The p-value gives us the probability that we observe the data at hand given that the null is true (or rather, getting a bit more technical, that we observe data under the null hypothesis that gives us at least as extreme a value of the tested statistic as that which we found). If we're going to reject the null, then we want this probability to be small, to approach zero. In our specific example, we found that the probability of observing the data we gathered if the null hypothesis were true was just $0.1\%$, so we rejected the null. This was an educated guess. We never really know for sure that the null hypothesis is false using these methods, we just develop a measurement for how strongly our evidence supports the alternative.
Did we use math to calculate the p-value? Sure. But math did not give us our conclusion. Based on the evidence, we formed an educated opinion, but it's still a gamble. We've found these tools to be extremely effective over the last 100 years, but the people of the future may wonder in horror at the fragility of our methods.

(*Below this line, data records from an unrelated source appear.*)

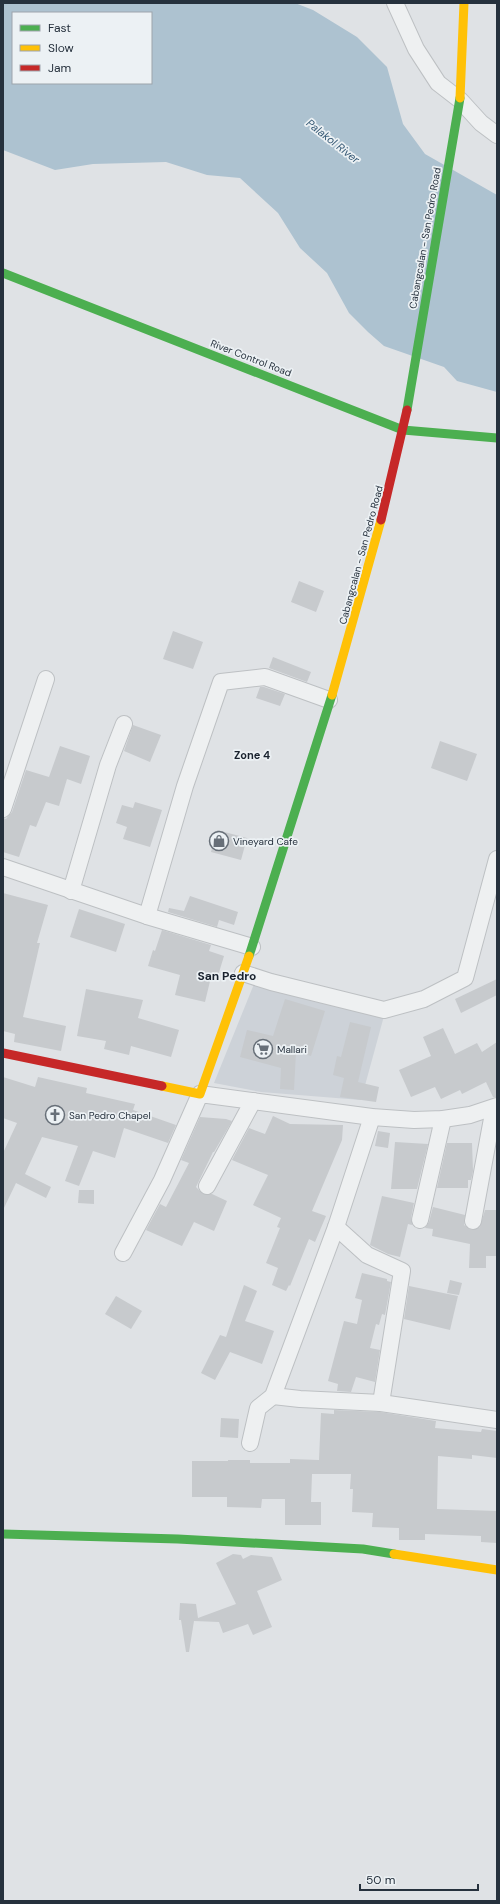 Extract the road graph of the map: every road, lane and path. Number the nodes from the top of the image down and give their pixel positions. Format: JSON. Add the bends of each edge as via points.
{"nodes":[{"id":1,"x":395,"y":3,"type":"edge"},
{"id":2,"x":464,"y":3,"type":"edge"},
{"id":3,"x":460,"y":100,"type":"junction"},
{"id":4,"x":497,"y":135,"type":"edge"},
{"id":5,"x":3,"y":273,"type":"edge"},
{"id":6,"x":403,"y":430,"type":"junction"},
{"id":7,"x":497,"y":438,"type":"edge"},
{"id":8,"x":46,"y":679,"type":"dead end"},
{"id":9,"x":329,"y":700,"type":"junction"},
{"id":10,"x":124,"y":724,"type":"dead end"},
{"id":11,"x":3,"y":809,"type":"edge"},
{"id":12,"x":497,"y":859,"type":"edge"},
{"id":13,"x":3,"y":867,"type":"edge"},
{"id":14,"x":71,"y":891,"type":"junction"},
{"id":15,"x":147,"y":916,"type":"junction"},
{"id":16,"x":252,"y":947,"type":"junction"},
{"id":17,"x":243,"y":973,"type":"junction"},
{"id":18,"x":3,"y":1053,"type":"edge"},
{"id":19,"x":200,"y":1094,"type":"junction"},
{"id":20,"x":253,"y":1101,"type":"junction"},
{"id":21,"x":496,"y":1107,"type":"edge"},
{"id":22,"x":372,"y":1117,"type":"junction"},
{"id":23,"x":444,"y":1119,"type":"junction"},
{"id":24,"x":207,"y":1186,"type":"dead end"},
{"id":25,"x":420,"y":1220,"type":"dead end"},
{"id":26,"x":473,"y":1221,"type":"dead end"},
{"id":27,"x":336,"y":1227,"type":"junction"},
{"id":28,"x":122,"y":1254,"type":"dead end"},
{"id":29,"x":273,"y":1396,"type":"junction"},
{"id":30,"x":381,"y":1403,"type":"junction"},
{"id":31,"x":497,"y":1420,"type":"edge"},
{"id":32,"x":250,"y":1443,"type":"dead end"},
{"id":33,"x":3,"y":1534,"type":"edge"},
{"id":34,"x":497,"y":1570,"type":"edge"}],
"edges":[{"from":1,"to":3,"type":"street","via":[[416,49],[438,83]]},
{"from":2,"to":3,"type":"street","name":"Cabangcalan - San Pedro Road"},
{"from":3,"to":4,"type":"street","via":[[481,123]]},
{"from":3,"to":6,"type":"street","name":"Cabangcalan - San Pedro Road"},
{"from":5,"to":6,"type":"street","name":"River Control Road"},
{"from":6,"to":7,"type":"street","name":"River Control Road"},
{"from":6,"to":9,"type":"street","name":"Cabangcalan - San Pedro Road","via":[[378,536],[343,662]]},
{"from":8,"to":11,"type":"street"},
{"from":9,"to":15,"type":"street","via":[[265,677],[221,682],[185,786]]},
{"from":9,"to":16,"type":"street","name":"Cabangcalan - San Pedro Road"},
{"from":10,"to":14,"type":"street","via":[[108,765]]},
{"from":12,"to":17,"type":"street","via":[[464,978],[424,999],[384,1010]]},
{"from":13,"to":14,"type":"street"},
{"from":14,"to":15,"type":"street"},
{"from":15,"to":16,"type":"street"},
{"from":16,"to":17,"type":"street","name":"Cabangcalan - San Pedro Road"},
{"from":17,"to":19,"type":"street","name":"Cabangcalan - San Pedro Road"},
{"from":18,"to":19,"type":"street"},
{"from":19,"to":20,"type":"street"},
{"from":19,"to":28,"type":"street","via":[[162,1180]]},
{"from":20,"to":22,"type":"street"},
{"from":20,"to":24,"type":"street"},
{"from":21,"to":23,"type":"street"},
{"from":21,"to":26,"type":"street"},
{"from":22,"to":23,"type":"street"},
{"from":22,"to":27,"type":"street"},
{"from":23,"to":25,"type":"street"},
{"from":27,"to":29,"type":"street"},
{"from":27,"to":30,"type":"street","via":[[367,1255],[402,1271]]},
{"from":29,"to":30,"type":"street","via":[[300,1400]]},
{"from":29,"to":32,"type":"street","via":[[258,1408]]},
{"from":30,"to":31,"type":"street"},
{"from":33,"to":34,"type":"street","via":[[178,1539],[363,1549]]}]} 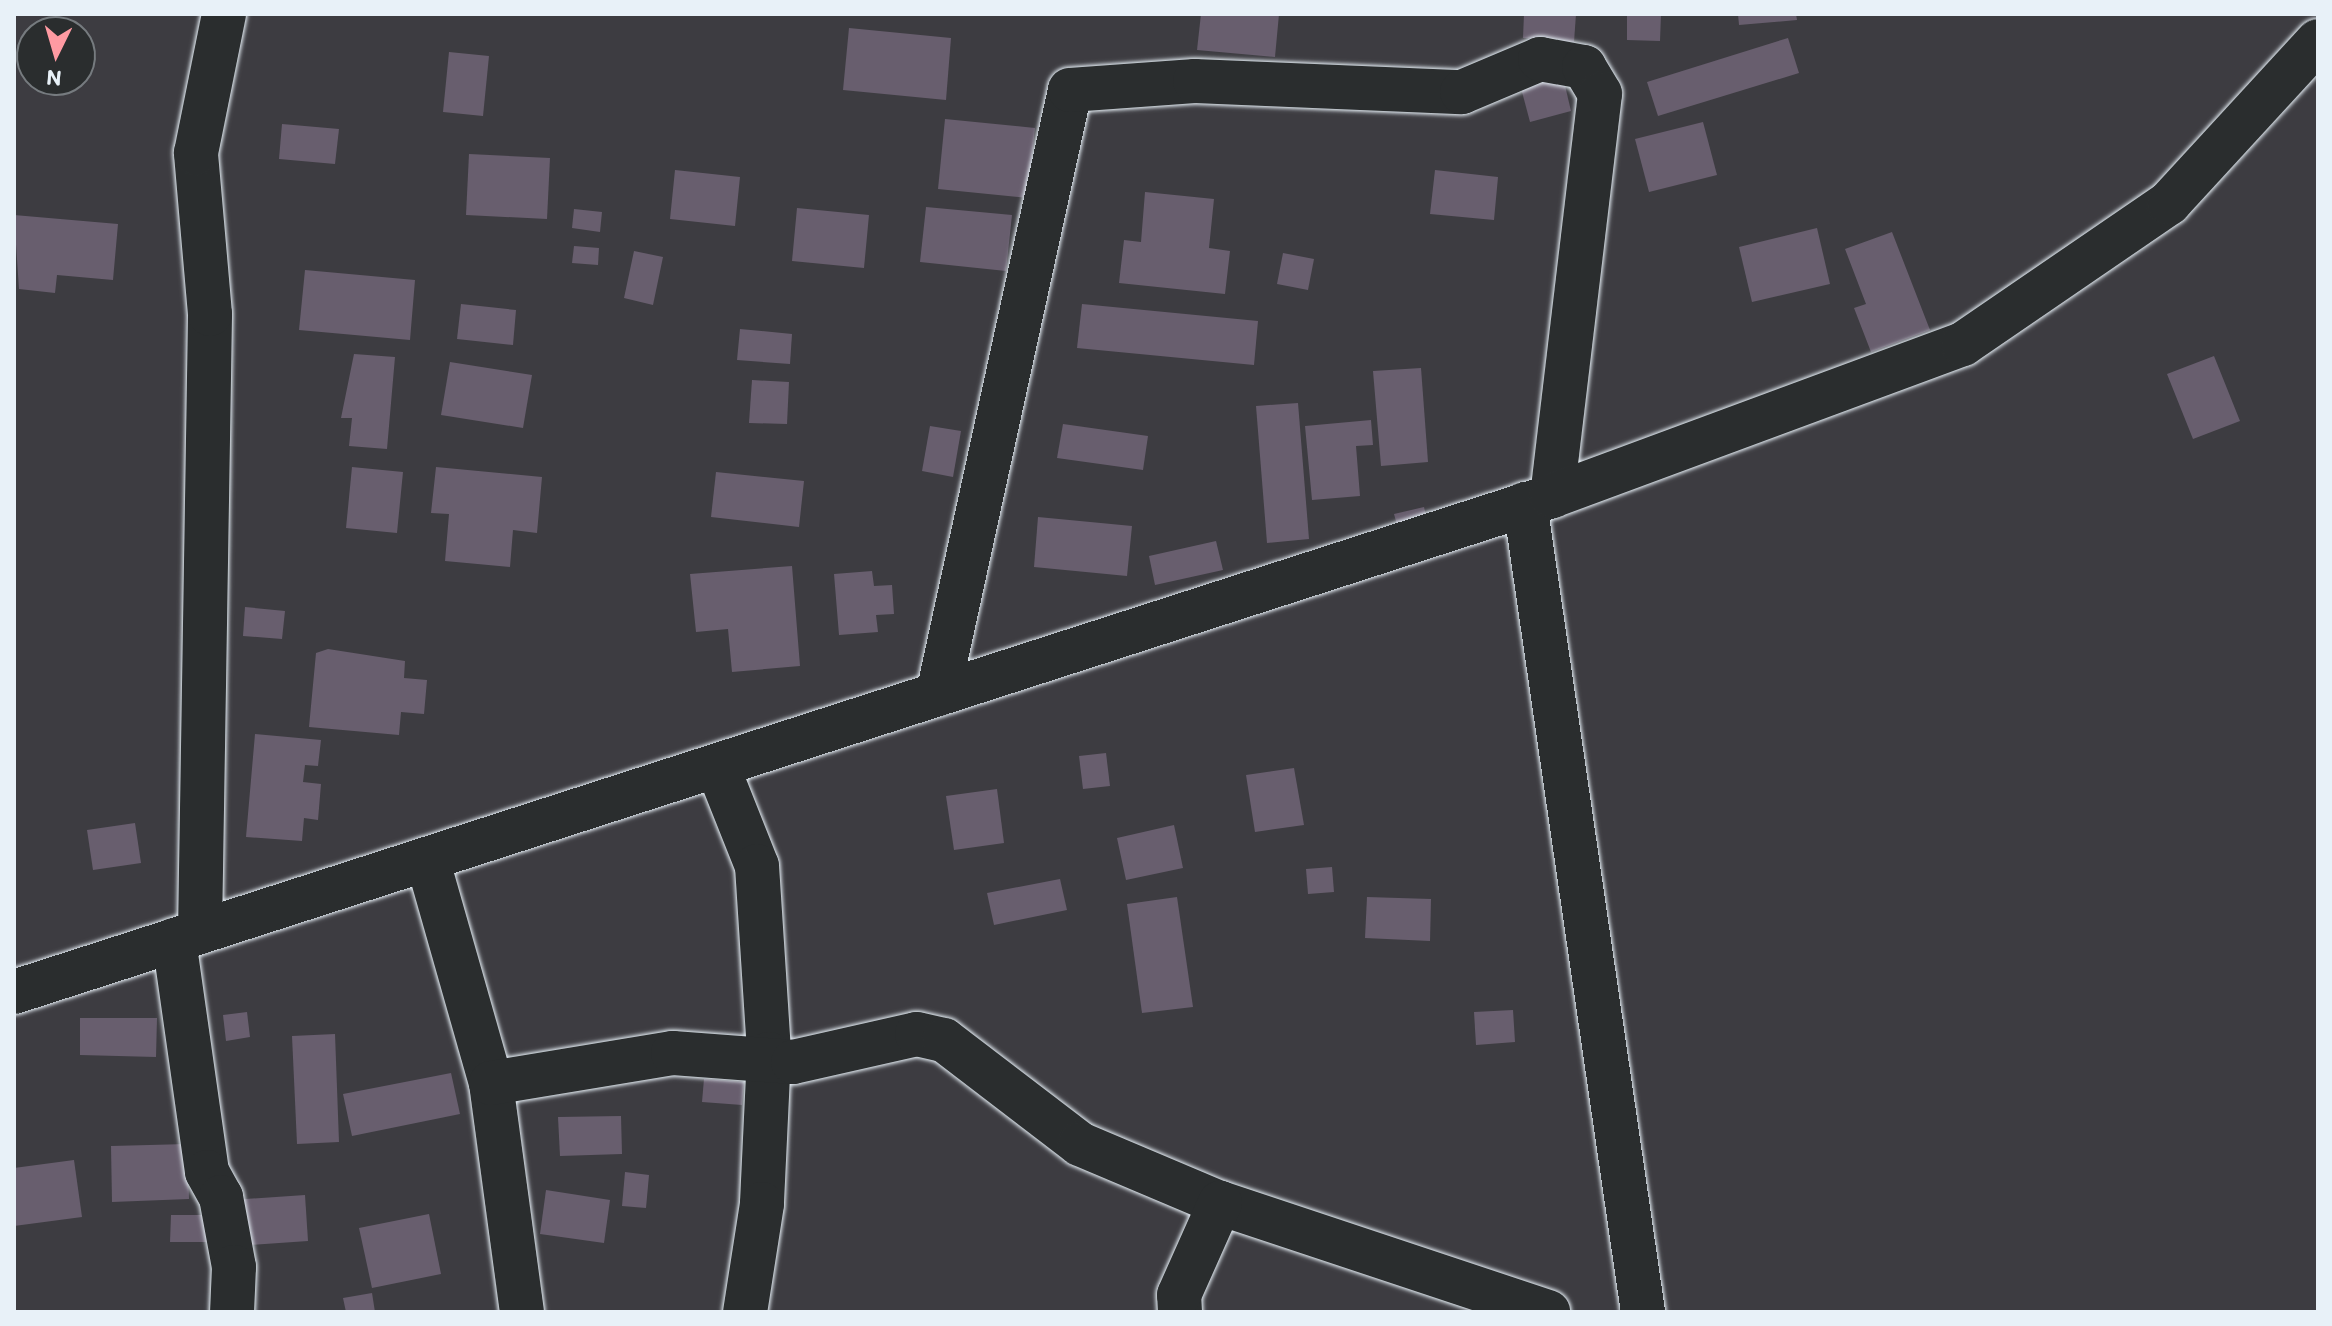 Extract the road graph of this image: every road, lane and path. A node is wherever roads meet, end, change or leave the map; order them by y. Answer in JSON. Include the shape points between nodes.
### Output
{"nodes":[{"id":1,"x":224,"y":14,"type":"edge"},
{"id":2,"x":2318,"y":41,"type":"edge"},
{"id":3,"x":1539,"y":500,"type":"junction"},
{"id":4,"x":938,"y":694,"type":"junction"},
{"id":5,"x":718,"y":768,"type":"junction"},
{"id":6,"x":428,"y":862,"type":"junction"},
{"id":7,"x":187,"y":936,"type":"junction"},
{"id":8,"x":14,"y":992,"type":"edge"},
{"id":9,"x":769,"y":1054,"type":"junction"},
{"id":10,"x":491,"y":1083,"type":"junction"},
{"id":11,"x":1220,"y":1203,"type":"junction"},
{"id":12,"x":232,"y":1312,"type":"edge"},
{"id":13,"x":522,"y":1312,"type":"edge"},
{"id":14,"x":745,"y":1312,"type":"edge"},
{"id":15,"x":1180,"y":1312,"type":"edge"},
{"id":16,"x":1548,"y":1312,"type":"edge"},
{"id":17,"x":1643,"y":1312,"type":"edge"}],
"edges":[{"from":1,"to":7,"type":"street","via":[[196,153],[210,314]]},
{"from":2,"to":3,"type":"street","via":[[2169,203],[1963,344]]},
{"from":3,"to":4,"type":"street"},
{"from":3,"to":4,"type":"street","via":[[1600,94],[1584,67],[1540,59],[1462,92],[1195,81],[1070,90]]},
{"from":3,"to":17,"type":"street"},
{"from":4,"to":5,"type":"street"},
{"from":5,"to":6,"type":"street"},
{"from":5,"to":9,"type":"street","via":[[757,866]]},
{"from":6,"to":7,"type":"street"},
{"from":6,"to":10,"type":"street"},
{"from":7,"to":8,"type":"street"},
{"from":7,"to":12,"type":"street","via":[[207,1172],[221,1197],[234,1267]]},
{"from":9,"to":10,"type":"street","via":[[673,1053]]},
{"from":9,"to":11,"type":"street","via":[[793,1062],[917,1034],[944,1040],[1080,1144]]},
{"from":9,"to":14,"type":"street","via":[[762,1204]]},
{"from":10,"to":13,"type":"street"},
{"from":11,"to":15,"type":"street","via":[[1179,1295]]},
{"from":11,"to":16,"type":"street"}]}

A: Tongue firmly in cheek:
Einstein apparently wrote 

As far as the laws of mathematics refer to reality, they are not
  certain; and as far as they are certain, they do not refer to reality.

so statistics is the branch of maths that describes reality. ;o)
I'd say statistics is a branch of mathematics in the same way that logic is a branch of mathematics.  It certainly includes an element of philosophy, but I don't think it is the only branch of mathematics where that is the case (see e.g. Morris Kline, "Mathematics - The Loss of Certainty", Oxford University Press, 1980).
A: The "difference" relies on: Inductive reasoning vs. Deductive reasoning vs. Inference. For instance, no mathematical theorem can tell what distribution or prior you can use for your data/model.
By the way, Bayesian statistics is an axiomatised area. 
A: This may be a very unpopular opinion, but given the history and formulation of concepts of statistics (and probability theory), I consider statistics to be a subbranch of physics. 
Indeed, Gauss initially formalized the least squares regression model in astronomical predictions. The majority of contributions to statistics before Fisher were from Physicists (or highly applied mathematicians whose work would be called Physics by today's standards): Lyapunov, De Moivre, Gauss, and one or more of the Bernoullis.
The overarching principle is the characterization of errors and seeming randomness propagated from an infinite number of unmeasured sources of variation. As experiments became harder to control, experimental errors needed to be formally described and accounted for to calibrate the preponderance of experimental evidence against the proposed mathematical model. Later, as particle physics delved into quantum physics, formalizing particles as random distributions gave a much more concise language to describe the seemingly uncontrollable randomness with photons and electrons.
The properties of estimators such as their mean (center of mass) and standard deviation (second moment of deviations) are very intuitive to physicists. The majority of limit theorems can be loosely connected to Murphy's law, i.e. that the limiting normal distribution is maximum entropy. 
So statistics is a subbranch of physics.